Everybody wondered who would step up to replace Brett Hull's goals and, poof, here comes Pavol Demitra with 37.
LW Jochen Hecht is turning heads and should make the team.
Geoff Courtnall missed 58 games with a concussion, but has looked good as new in camp. Still, those head injuries are tricky.|
Everybody likes Roman Turek's potential.
Jury still out on young guns like Michal Handzus, Jamal Mayers, Tyson Nash and Lubos Bartecko.
People, Places and Things
GM: Larry Pleau
Coach: Joel Quenneville; 3rd season (100-76-28); 3rd overall
Assistants: Mike Kitchen, Jim Roberts
Captain: Chris Pronger
Last year: 37-32-13 (12th overall)
Playoffs: Def. Phoenix 4-3; lost to Dallas 4-2
PP: 3rd (20.3%)
PK: 2nd (87.9%)
Get The Highlighter
Sat., Oct. 2: Home opener vs. Phoenix, which, no doubt, is still fuming after last year's playoff collapse.

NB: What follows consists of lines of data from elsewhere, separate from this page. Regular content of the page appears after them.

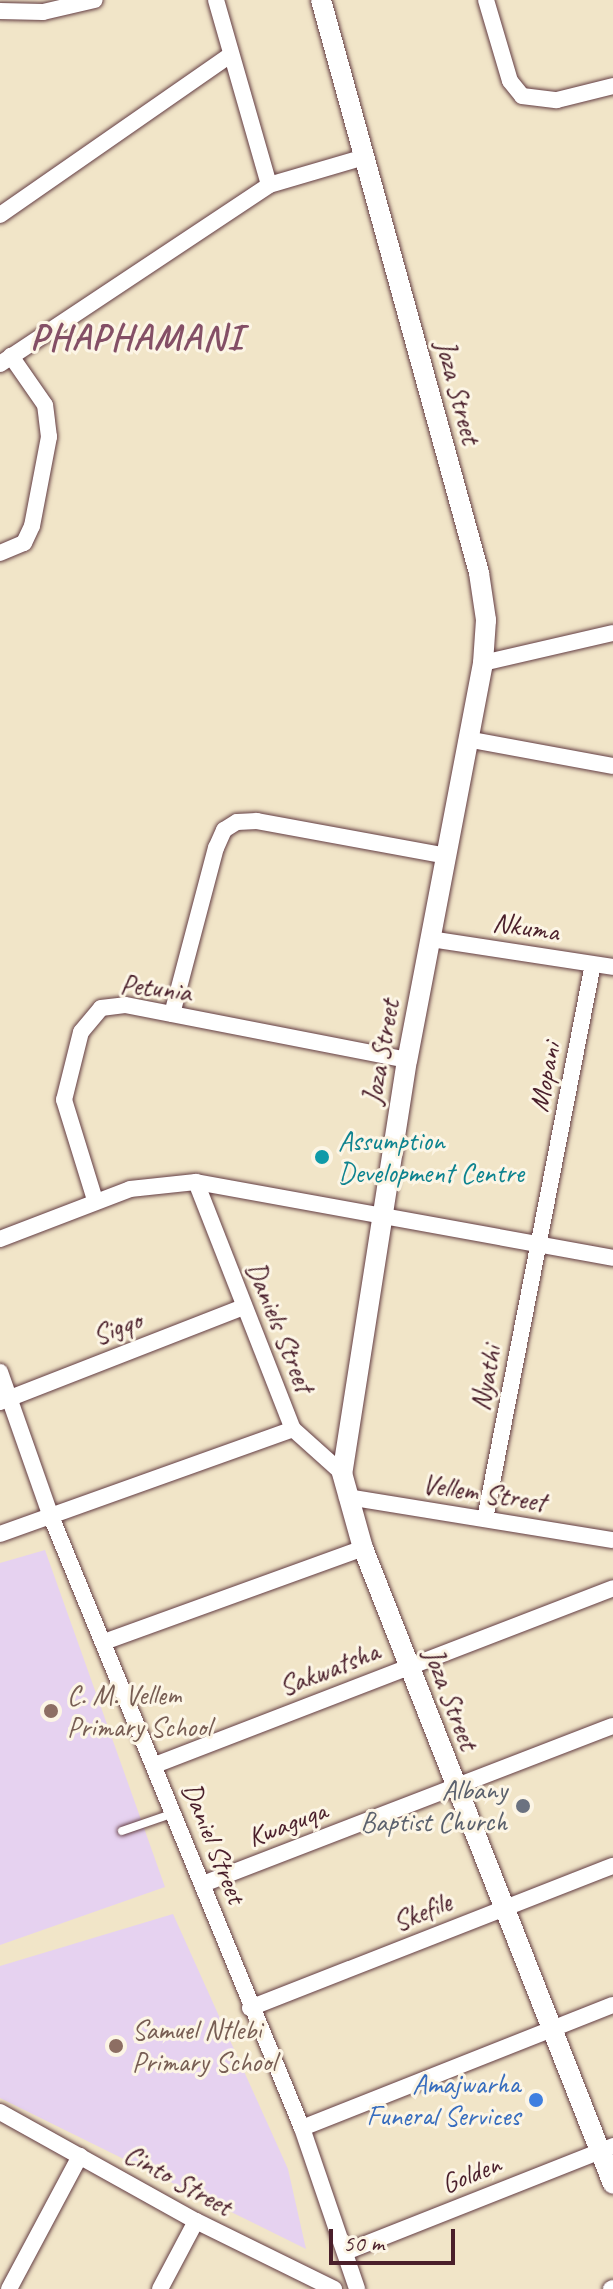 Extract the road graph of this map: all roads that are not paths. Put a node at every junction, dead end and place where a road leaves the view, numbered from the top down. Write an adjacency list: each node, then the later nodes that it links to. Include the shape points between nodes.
1 (95, 0): 5 (street, via 43,12)
2 (216, 0): 6 (street)
3 (321, 0): 8 (street, Joza Street)
4 (486, 0): 7 (street, via 510,81 522,96 557,100)
5 (0, 11)
6 (230, 55): 9 (street); 10 (street)
7 (613, 86)
8 (365, 157): 9 (street); 14 (street, Joza Street, via 479,573 486,620)
9 (269, 185): 11 (street)
10 (0, 215)
11 (6, 360): 12 (street, via 45,405 49,437 32,526 24,543)
12 (0, 553)
13 (613, 633): 14 (street)
14 (483, 663): 15 (street, Joza Street)
15 (467, 739): 16 (street); 17 (street, Joza Street)
16 (613, 766)
17 (447, 856): 18 (street, Joza Street); 21 (street, via 257,821 237,822 224,830 216,848)
18 (431, 939): 19 (street, Nkuma); 22 (street, Joza Street)
19 (593, 964): 20 (street, Nkuma); 27 (street, Mopani)
20 (613, 967)
21 (172, 1014): 22 (street, Petunia); 24 (street, Petunia, via 125,1005 101,1008 81,1032 64,1100)
22 (407, 1060): 25 (street, Joza Street)
23 (196, 1182): 24 (street, via 161,1183); 25 (street); 29 (street, Daniels Street)
24 (95, 1200): 26 (street)
25 (381, 1216): 27 (street); 33 (street, Joza Street)
26 (0, 1239)
27 (538, 1246): 28 (street); 36 (street, Nyathi)
28 (613, 1258)
29 (244, 1307): 31 (street, Sigqo); 32 (street, Daniels Street)
30 (0, 1372): 31 (street, Daniel Street)
31 (5, 1400): 35 (street, Daniel Street)
32 (293, 1429): 33 (street, Daniels Street); 35 (street)
33 (342, 1473): 34 (street, Joza Street)
34 (347, 1497): 36 (street, Vellem Street); 39 (street, Joza Street)
35 (50, 1514): 37 (street); 41 (street, Daniel Street)
36 (485, 1519): 38 (street, Vellem Street)
37 (0, 1534)
38 (613, 1539)
39 (363, 1548): 41 (street); 42 (street, Joza Street)
40 (613, 1588): 42 (street, Sakwatsha)
41 (104, 1642): 44 (street, Daniel Street)
42 (408, 1665): 44 (street, Sakwatsha); 45 (street, Joza Street)
43 (613, 1726): 45 (street, Kwaguqa)
44 (155, 1765): 46 (street, Daniel Street)
45 (456, 1788): 49 (street, Kwaguqa); 50 (street, Joza Street)
46 (174, 1812): 47 (lane); 49 (street, Daniel Street)
47 (122, 1831)
48 (613, 1866): 50 (street, Skefile)
49 (203, 1884): 52 (street, Daniel Street)
50 (505, 1907): 52 (street, Skefile); 53 (street, Joza Street)
51 (613, 2005): 53 (street)
52 (250, 2008): 55 (street, Daniel Street)
53 (554, 2028): 55 (street); 56 (street, Joza Street)
54 (0, 2112): 57 (street, Cinto Street)
55 (302, 2128): 60 (street, Daniel Street)
56 (606, 2148): 58 (street, Joza Street); 60 (street, Golden)
57 (80, 2156): 59 (street, Cinto Street); 62 (street)
58 (613, 2184)
59 (196, 2221): 61 (street, Cinto Street); 63 (street)
60 (348, 2251): 65 (street, Daniel Street)
61 (309, 2285): 64 (street, Cinto Street)
62 (9, 2289)
63 (160, 2289)
64 (334, 2289)
65 (357, 2289) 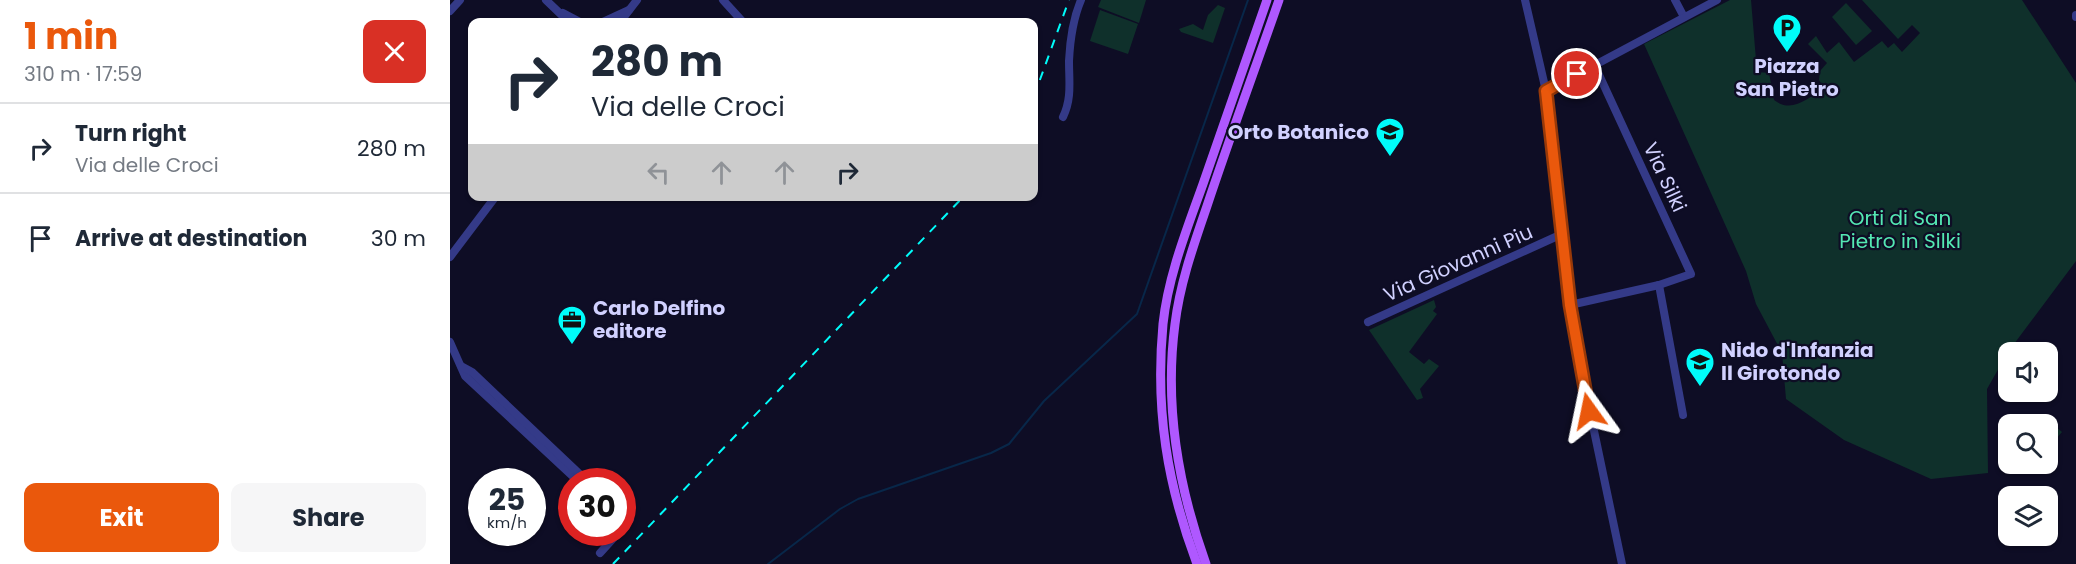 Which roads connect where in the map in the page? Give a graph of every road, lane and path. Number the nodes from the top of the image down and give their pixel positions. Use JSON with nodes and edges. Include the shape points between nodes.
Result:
{"nodes":[{"id":1,"x":460,"y":0,"type":"edge"},
{"id":2,"x":546,"y":0,"type":"edge"},
{"id":3,"x":637,"y":0,"type":"edge"},
{"id":4,"x":723,"y":0,"type":"edge"},
{"id":5,"x":1081,"y":0,"type":"edge"},
{"id":6,"x":1267,"y":0,"type":"edge"},
{"id":7,"x":1279,"y":0,"type":"edge"},
{"id":8,"x":1526,"y":0,"type":"edge"},
{"id":9,"x":1675,"y":0,"type":"edge"},
{"id":10,"x":1717,"y":0,"type":"edge"},
{"id":11,"x":629,"y":10,"type":"junction"},
{"id":12,"x":450,"y":11,"type":"edge"},
{"id":13,"x":559,"y":11,"type":"junction"},
{"id":14,"x":1684,"y":17,"type":"junction"},
{"id":15,"x":565,"y":18,"type":"edge"},
{"id":16,"x":572,"y":18,"type":"edge"},
{"id":17,"x":612,"y":18,"type":"edge"},
{"id":18,"x":623,"y":18,"type":"edge"},
{"id":19,"x":739,"y":18,"type":"edge"},
{"id":20,"x":1594,"y":64,"type":"junction"},
{"id":21,"x":1546,"y":91,"type":"junction"},
{"id":22,"x":1063,"y":117,"type":"dead end"},
{"id":23,"x":492,"y":201,"type":"edge"},
{"id":24,"x":1562,"y":234,"type":"junction"},
{"id":25,"x":450,"y":257,"type":"edge"},
{"id":26,"x":1659,"y":285,"type":"junction"},
{"id":27,"x":1570,"y":305,"type":"junction"},
{"id":28,"x":1368,"y":322,"type":"dead end"},
{"id":29,"x":450,"y":342,"type":"edge"},
{"id":30,"x":453,"y":356,"type":"edge"},
{"id":31,"x":460,"y":365,"type":"junction"},
{"id":32,"x":1683,"y":415,"type":"dead end"},
{"id":33,"x":564,"y":468,"type":"edge"},
{"id":34,"x":573,"y":468,"type":"edge"},
{"id":35,"x":606,"y":546,"type":"edge"},
{"id":36,"x":600,"y":553,"type":"dead end"},
{"id":37,"x":1197,"y":564,"type":"edge"},
{"id":38,"x":1206,"y":564,"type":"edge"},
{"id":39,"x":1622,"y":564,"type":"edge"}],
"edges":[{"from":1,"to":12,"type":"street"},
{"from":2,"to":13,"type":"street"},
{"from":3,"to":11,"type":"street"},
{"from":4,"to":19,"type":"street"},
{"from":5,"to":22,"type":"street","via":[[1073,26],[1070,101]]},
{"from":6,"to":37,"type":"main road","via":[[1191,218],[1163,322],[1162,436],[1180,518]]},
{"from":7,"to":38,"type":"main road","via":[[1188,265],[1175,323],[1171,381],[1177,462]]},
{"from":8,"to":21,"type":"street"},
{"from":9,"to":14,"type":"street"},
{"from":10,"to":14,"type":"street"},
{"from":11,"to":17,"type":"street"},
{"from":11,"to":18,"type":"street"},
{"from":13,"to":15,"type":"street"},
{"from":13,"to":16,"type":"street"},
{"from":14,"to":20,"type":"street"},
{"from":20,"to":21,"type":"street"},
{"from":20,"to":26,"type":"street","name":"Via Silki","via":[[1691,274]]},
{"from":21,"to":24,"type":"street"},
{"from":23,"to":25,"type":"street"},
{"from":24,"to":27,"type":"street"},
{"from":24,"to":28,"type":"street","name":"Via Giovanni Piu"},
{"from":26,"to":27,"type":"street","name":"Via Silki"},
{"from":26,"to":32,"type":"street"},
{"from":27,"to":39,"type":"street"},
{"from":29,"to":30,"type":"street"},
{"from":30,"to":31,"type":"street"},
{"from":31,"to":33,"type":"street","via":[[465,376]]},
{"from":31,"to":34,"type":"street"},
{"from":35,"to":36,"type":"street"}]} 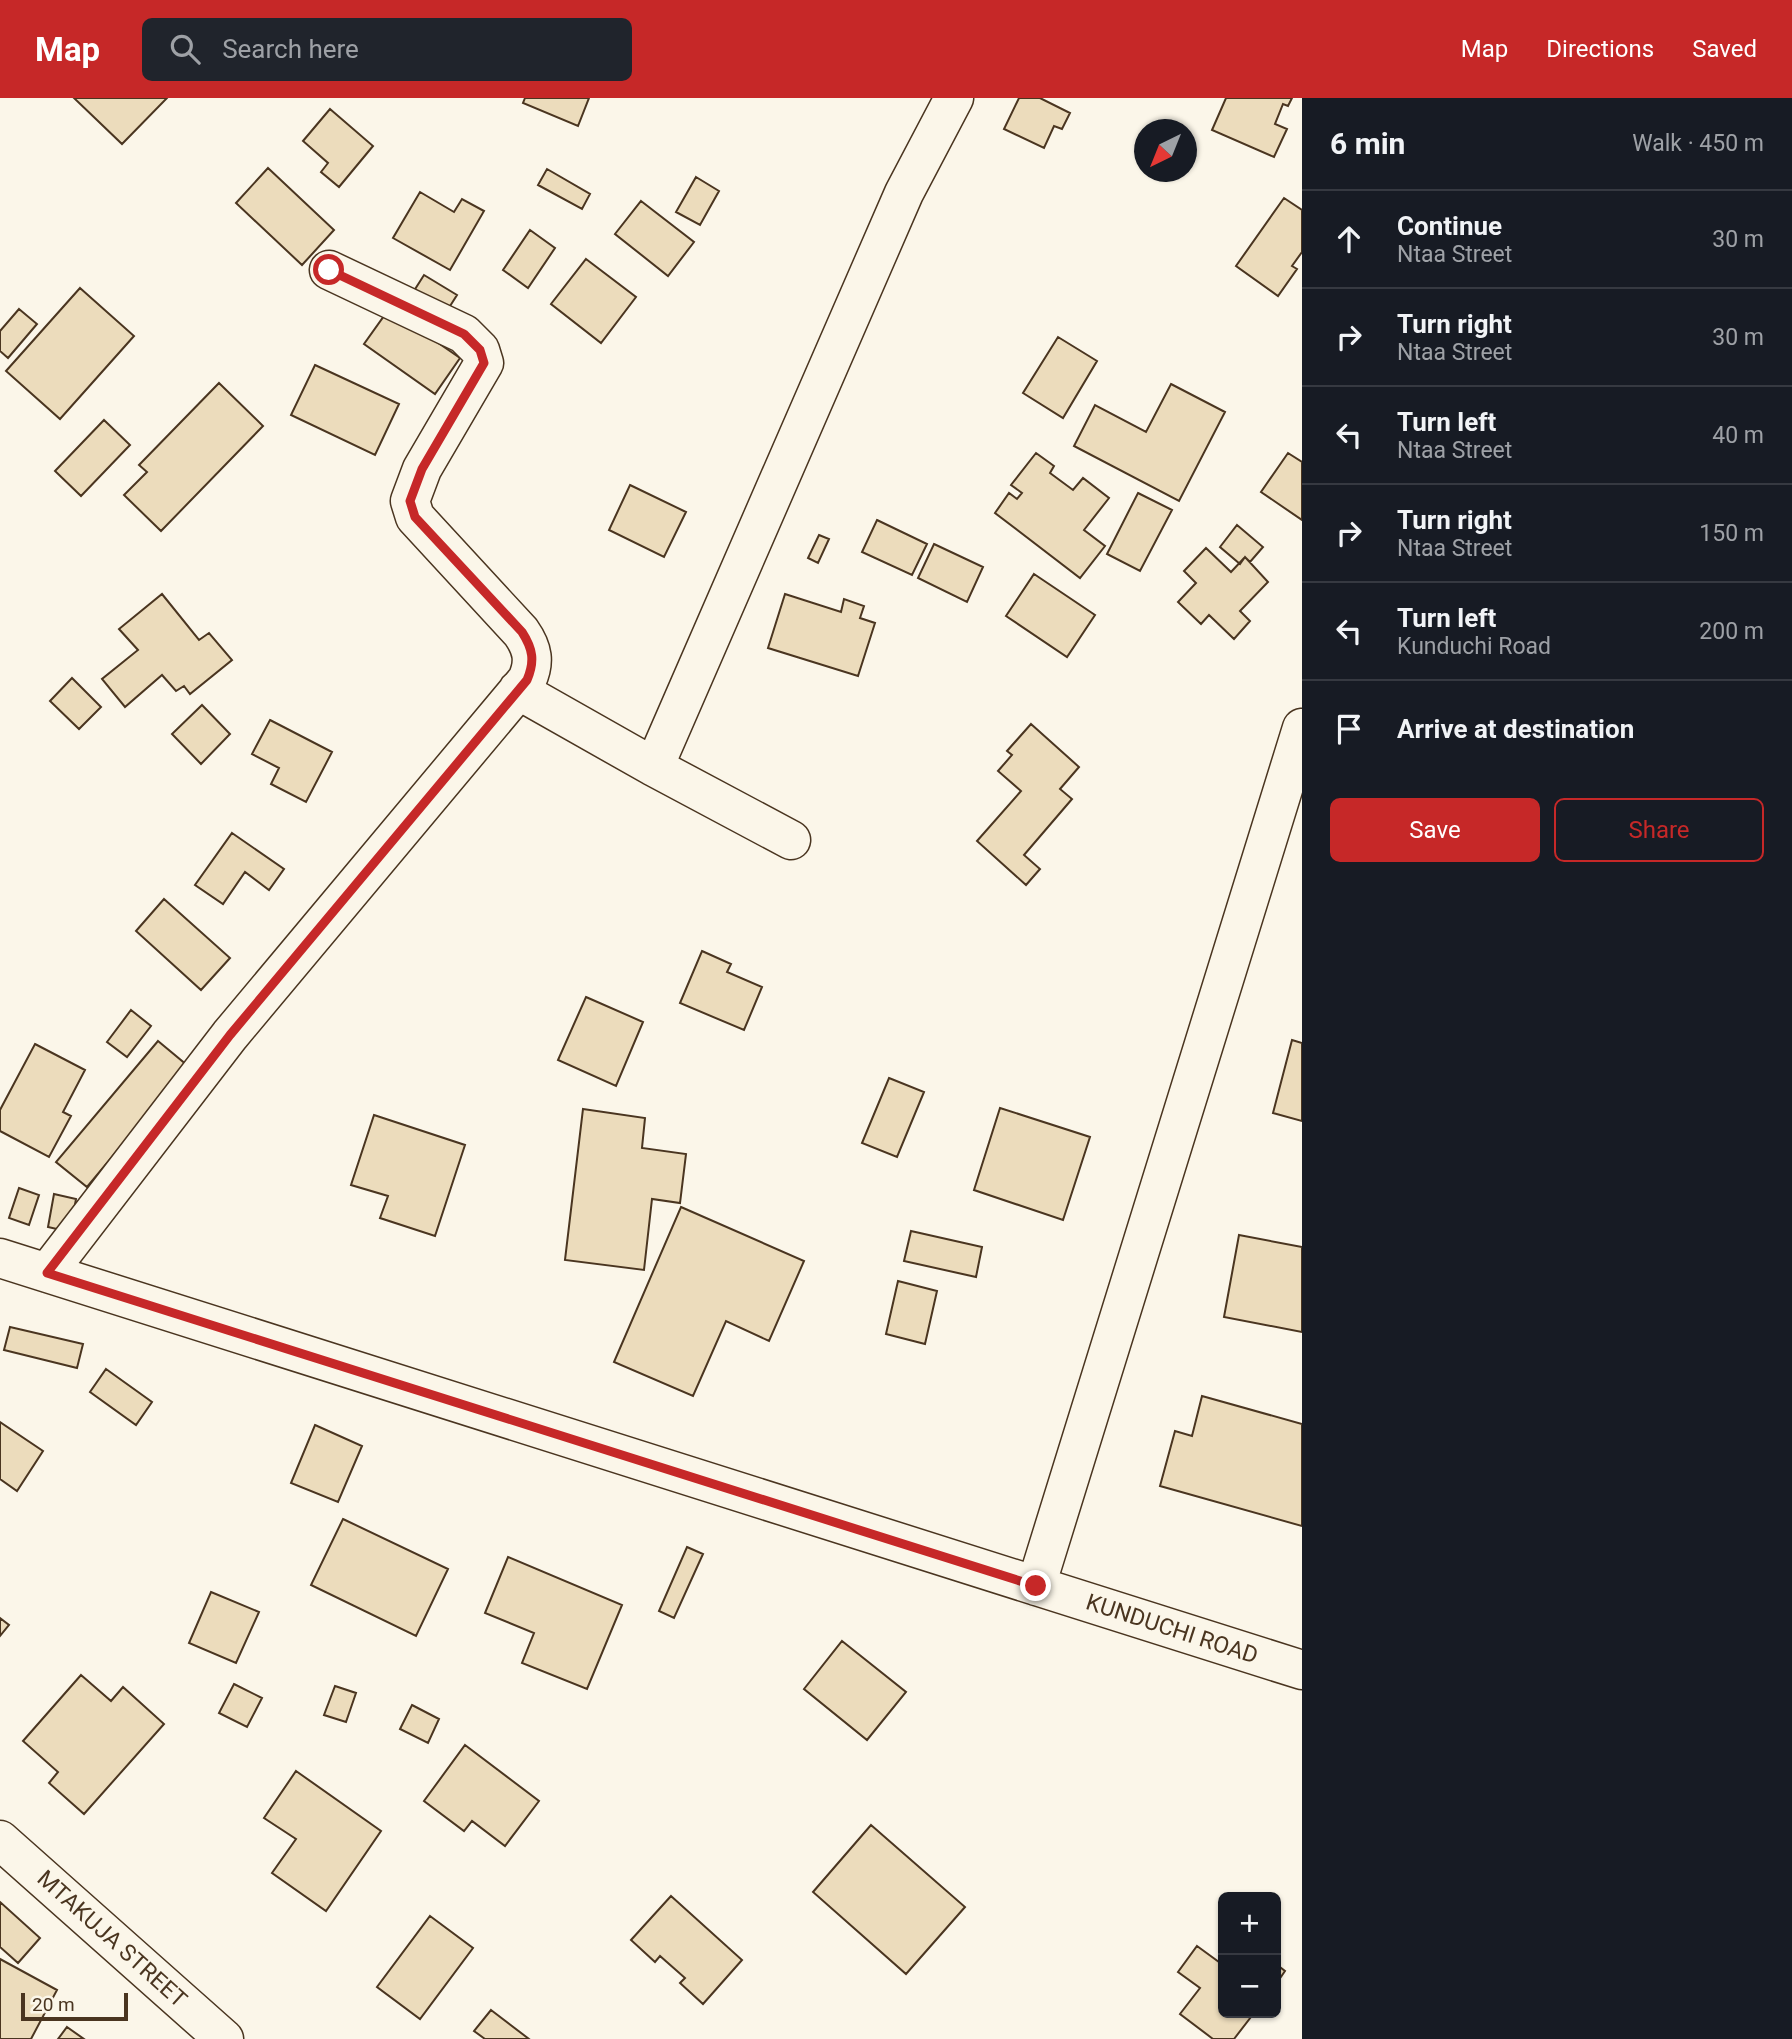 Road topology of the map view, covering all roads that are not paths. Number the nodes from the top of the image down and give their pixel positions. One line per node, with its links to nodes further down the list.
1 (954, 98): 5 (street)
2 (329, 270): 3 (street)
3 (519, 690): 5 (street); 8 (street)
4 (1302, 728): 9 (street)
5 (654, 767): 6 (street)
6 (791, 840)
7 (0, 1258): 8 (street, KUNDUCHI ROAD)
8 (47, 1273): 9 (street, KUNDUCHI ROAD)
9 (1036, 1586): 10 (street, KUNDUCHI ROAD)
10 (1302, 1670)
11 (0, 1840): 12 (street, MTAKUJA STREET)
12 (224, 2039)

Tue., Nov. 9: Brett Hull brings his championship ring to Kiel Arena . . . something he never did as a Blue.
.888: The league's worst save percentage put forth by Grant Fuhr, Jamie McLennan, Jim Carey, Brent Johnson and Rich Parent, which may explain why the Blues hovered around .500 despite allowing the fewest shots in the league.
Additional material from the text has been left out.